Streams

How Campaigns 'Microtarget' You

Tuesday, February 21, 2012

President Barack Obama greets workers following a speech at the Master Lock factory on February 15, 2012 in Milwaukee, Wisconsin. (Getty)

Recap from It's a Free Country.

Welcome to Politics Bites, where every afternoon at It's A Free Country, we bring you the unmissable quotes from the morning's political conversations on WNYC. Today on the Brian Lehrer Show, Sasha Issenberg of Slate talks about the different ways campaigns—including the Obama administration—are using data analytics to target their message to voters.  He wrote the piece titled, "Dreamcatcher."

Project Dreamcatcher

Campaigns are watching you.

In a recent article for Slate, Sasha Issenberg detailed new technology that presidential campaigns are using to mine and organize data about voters. Campaigns can then use this information—collected in person; through public records; or, increasingly, online—to produce personalized ads and communications, ones that use your name, or addresses issues important to you—and in terms that resonate with you.

Digital text analytics, Issenberg said, has made the business of "microtargeting" voters all the more savvy.

It's all well and good to throw web ads at people and get them to move in and out of a site, but if you don't know who they are or where they vote or what party they are, it's either inefficient or often counterproductive.

Issenberg writes in his article that the Obama campaign's "Project Dreamcatcher" is one such analytic initiative meant to solve these problems: "If a voter writes in a Web form that her top concern is the war in Afghanistan, should she be asked [by the Obama campaign] to enlist as a 'Veterans for Obama' volunteer, or sent direct mail written to placate foreign-policy critics?"

Revenge of the nerds

Until recently, there was no way for campaigns to answer that question. It used to be that a staffer could go door-to-door asking something like "Romney or Obama?" and collect responses that translate nicely into usable data: the answer to that kind of question can be a 1 or a 2, Issenberg explained.

But the reasons why Romney or Obama, or whoever else, wasn't easily converted into data.

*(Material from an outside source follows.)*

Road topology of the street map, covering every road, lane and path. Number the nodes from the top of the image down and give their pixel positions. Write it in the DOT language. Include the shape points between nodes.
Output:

Now that technology allows campaigns the space to store ever-increasing quantities of information, the means to measure that information analytically, and the opporunity to build complex mathematical functions that can predict effective outreach strategies—getting pretty geeky, right?—the game has changed.

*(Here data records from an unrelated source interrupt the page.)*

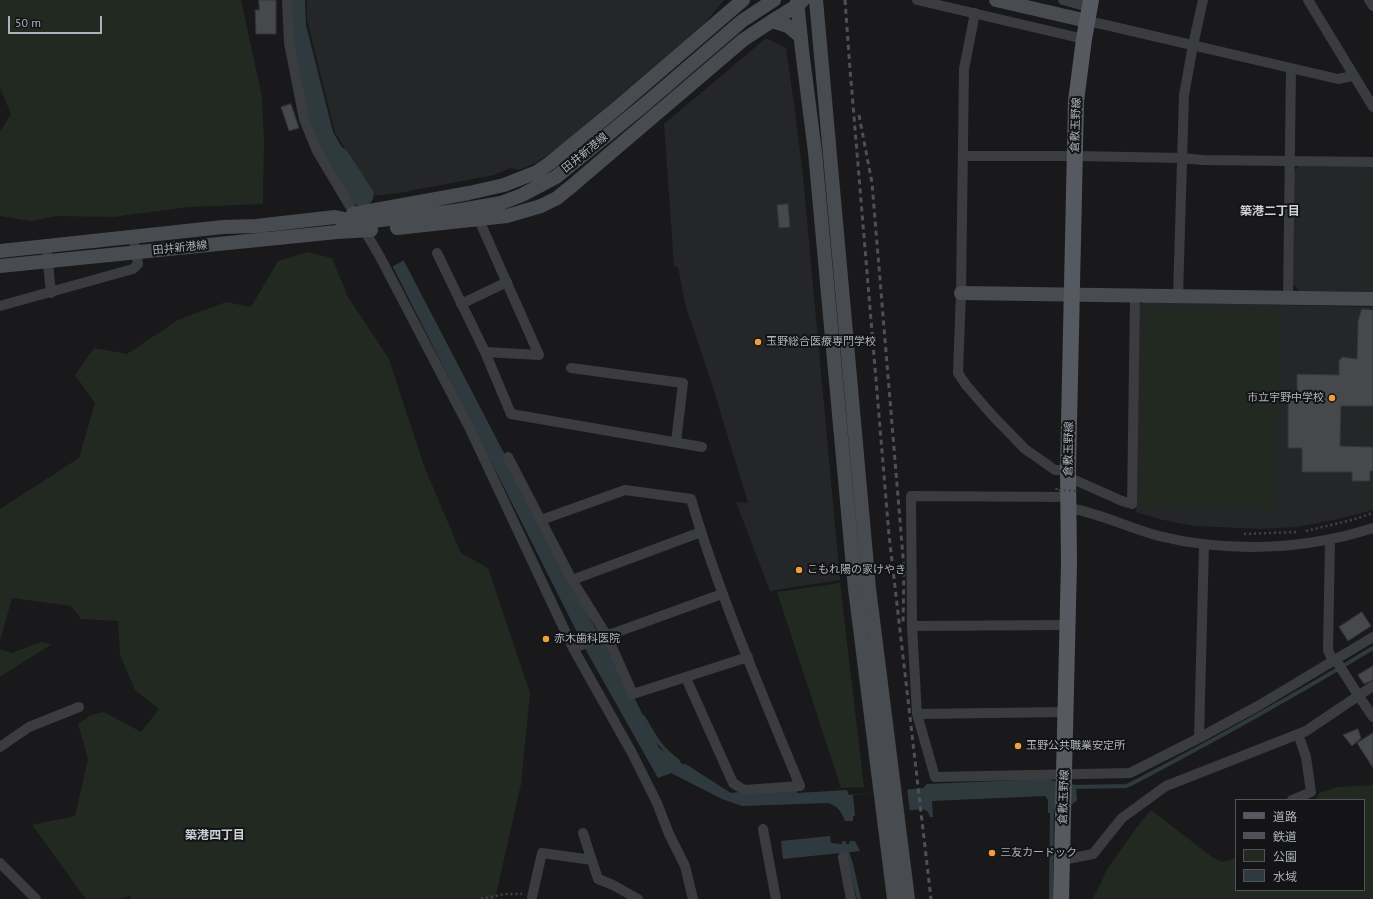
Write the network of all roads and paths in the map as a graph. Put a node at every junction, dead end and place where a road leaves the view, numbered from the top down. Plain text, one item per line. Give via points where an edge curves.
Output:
1 (288, 0) edge
2 (743, 0) edge
3 (774, 0) edge
4 (816, 0) edge
5 (917, 0) edge
6 (996, 0) edge
7 (1063, 0) edge
8 (1203, 0) edge
9 (1308, 0) edge
10 (1369, 0) edge
11 (799, 2) edge
12 (1373, 6) edge
13 (1089, 9) edge
14 (975, 13) junction
15 (772, 21) junction
16 (801, 37) junction
17 (1084, 39) junction
18 (1193, 45) junction
19 (1291, 68) junction
20 (1353, 76) junction
21 (1373, 107) edge
22 (963, 156) junction
23 (1074, 156) junction
24 (1182, 158) junction
25 (1290, 161) junction
26 (1373, 162) edge
27 (384, 219) junction
28 (479, 220) junction
29 (361, 222) junction
30 (133, 237) junction
31 (46, 246) junction
32 (0, 251) edge
33 (136, 252) junction
34 (437, 253) dead end
35 (47, 262) junction
36 (0, 266) edge
37 (507, 282) junction
38 (50, 293) junction
39 (962, 293) junction
40 (1073, 295) junction
41 (1135, 296) junction
42 (1178, 296) junction
43 (1288, 298) junction
44 (1373, 298) edge
45 (461, 304) junction
46 (0, 306) edge
47 (485, 352) junction
48 (571, 368) dead end
49 (676, 442) junction
50 (702, 447) dead end
51 (508, 457) dead end
52 (1068, 488) junction
53 (1373, 513) edge
54 (541, 520) junction
55 (1373, 528) edge
56 (701, 532) junction
57 (1240, 534) dead end
58 (1330, 540) junction
59 (1204, 545) junction
60 (572, 580) junction
61 (722, 594) junction
62 (1067, 625) junction
63 (912, 626) junction
64 (607, 636) junction
65 (1373, 637) edge
66 (574, 648) junction
67 (748, 657) junction
68 (1338, 664) junction
69 (686, 678) junction
70 (1373, 686) edge
71 (1358, 695) junction
72 (79, 706) dead end
73 (1066, 712) junction
74 (917, 714) junction
75 (1373, 717) edge
76 (1298, 734) junction
77 (1199, 738) junction
78 (0, 747) edge
79 (1064, 779) junction
80 (887, 791) junction
81 (1294, 799) edge
82 (890, 813) junction
83 (763, 829) dead end
84 (583, 833) dead end
85 (843, 857) dead end
86 (592, 860) junction
87 (1062, 860) junction
88 (0, 863) edge
89 (535, 897) edge
90 (690, 898) edge
91 (36, 899) edge
92 (481, 899) edge
93 (638, 899) edge
94 (776, 899) edge
95 (851, 899) edge
96 (894, 899) edge
97 (908, 899) edge
98 (1061, 899) edge

1 - 29 street via 289,43 304,119 317,151
2 - 27 main road via 617,108 537,172 504,186
3 - 27 main road, 田井新港線, bridge via 742,21 556,177 501,203
4 - 80 main road
5 - 14 street
6 - 13 main road
7 - 13 street
8 - 18 street
9 - 20 street
10 - 12 street
11 - 15 main road
11 - 16 main road
13 - 17 main road, 倉敷玉野線
13 - 18 street
14 - 17 street
14 - 22 street via 964,69
15 - 16 main road via 788,26
15 - 28 main road via 743,40 557,198 541,206 507,216
16 - 80 main road via 816,152 855,589
17 - 23 main road, 倉敷玉野線 via 1076,101
18 - 19 street
18 - 24 street via 1184,95
19 - 20 street via 1338,79
19 - 25 street
20 - 21 street
22 - 23 street
22 - 39 street
23 - 24 street
23 - 40 main road, 倉敷玉野線
24 - 25 street
24 - 42 street
25 - 26 street
25 - 43 street
27 - 28 main road
27 - 29 main road, 田井新港線
28 - 37 street
29 - 30 main road, 田井新港線 via 335,217
29 - 33 main road, 田井新港線 via 337,232
29 - 66 street via 471,431
30 - 31 main road, 田井新港線
30 - 33 street
31 - 32 main road, 田井新港線
31 - 35 street
33 - 35 main road, 田井新港線
33 - 38 street via 138,264 133,269
34 - 45 street
35 - 36 main road, 田井新港線
35 - 38 street
37 - 45 street
37 - 47 street via 539,355
38 - 46 street
39 - 40 main road
39 - 52 street via 958,373 992,416 1025,449 1055,470
40 - 41 main road
40 - 52 main road, 倉敷玉野線
41 - 42 main road
41 - 52 street via 1132,504
42 - 43 main road
43 - 44 main road
45 - 47 street
47 - 49 street via 511,414
48 - 49 street via 684,383
49 - 50 street
51 - 54 street
52 - 59 street via 1083,510 1158,536
52 - 62 main road, 倉敷玉野線
52 - 63 street via 911,496
53 - 57 path via 1303,531
54 - 56 street via 625,490 691,499
54 - 60 street
55 - 58 street
56 - 60 street
56 - 61 street
58 - 59 street via 1261,547
58 - 68 street via 1328,650
59 - 77 street
60 - 64 street
61 - 64 street
61 - 67 street
62 - 63 street
62 - 73 main road, 倉敷玉野線
63 - 74 street
64 - 66 street
64 - 69 street via 633,694
65 - 68 street
66 - 90 street via 658,803 669,834 685,866
67 - 69 street
67 - 69 street via 800,786 744,790 732,783
68 - 71 street
68 - 77 street
70 - 71 street
71 - 75 street
71 - 76 street
72 - 78 street via 29,727
73 - 74 street
73 - 79 main road, 倉敷玉野線
74 - 79 street via 935,777
76 - 81 street via 1306,757 1310,792
76 - 87 street via 1166,786 1122,818 1093,854
77 - 79 street via 1130,773
79 - 87 main road, 倉敷玉野線
80 - 82 main road
82 - 96 main road
82 - 97 main road
83 - 94 street
84 - 86 street
85 - 95 street
86 - 89 street via 542,853
86 - 93 street via 598,879
87 - 98 main road, 倉敷玉野線
88 - 91 street
89 - 92 path via 505,894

That information often had nowhere to go, and so it doesn't easily turn into a 1 or a 2. The challenge of the Dreamcatcher project is to effectively turn that into a number that can then be pooled with all the other stuff that is easily represented as numbers. Once you have all these as variables that can be interchanged, you can build algorithms that can be predictive.

What campaigns learned from catalogs

Issenberg pointed out that voters may not recognize just how much campaigning has evolved. The house looks the same, he said, but the plumbing's gotten extremely complicated.

To voters, campaigns are going to look a lot like they did in 2008. But there are these major innovations going on behind the scenes at campaigns based on how they use data, and it's going to be very hard for voters to understand whats going on.

Perhaps there's a simpler way to put it.

The information that campaigns in the 1980s used to decide whether to send you a flyer has now been merged with the information that L.L. Bean used in the 1990s to send you a catalog.

Comments [5]

ethan from bk

i'm a person in my mid-twenties, and i hope i'm somewhat representative of a growing trend among educated young americans--i do exactly what your guest described. none of my browsers keep cookies session-to-session (or accept third party), i do not remember logins or passwords, and i use guerillamail to sign up for accounts that i don't wish to have my information (even my junk email).

more people doing this will put data-mining in its place.

Aug. 07 2012 11:29 AM
David from Fredericksburg, VA

Doesn't apply to me as I don't talk to campaigners. It's none of their business how I have or will vote.

In the end it doesn't matter - nearly all politicians are liars who say what ever it takes to get elected and then do what they damn well please once they're in office

Feb. 21 2012 11:29 AM
John A.

Ed from Larchmont,
By allowing those to oppose Obama to use abortion as a wedge issue I could allow far less worthy leaders to get a vote that could be amoral for other reasons, including: Unjust wars, Disregard for the poor, Abuse of our common environment, Financial favoritism, the Maintenance of the rule of law, just to name a few. While GWB isn't running this time round, I'm still keeping a watchful eye for the issues of conscience for All involved - both sides & many issues.

Feb. 21 2012 11:11 AM
Mike from Jersey City from New Jersey

HHMM. So now On the Line is doing political commercials for the Obama Campaign? Maybe's there's some truth to that Drudge / Media Matters stuff.

Feb. 21 2012 10:00 AM
Ed from Larchmont

In response to the ad for this segment, where the woman said she was against abortion, etc., it should be noted that no Catholic can in good conscience vote for President Obama. He promotes abortion in all arenas, and now is attacking religious liberty. He has disqualified himself as far as a Catholic voter is concerned.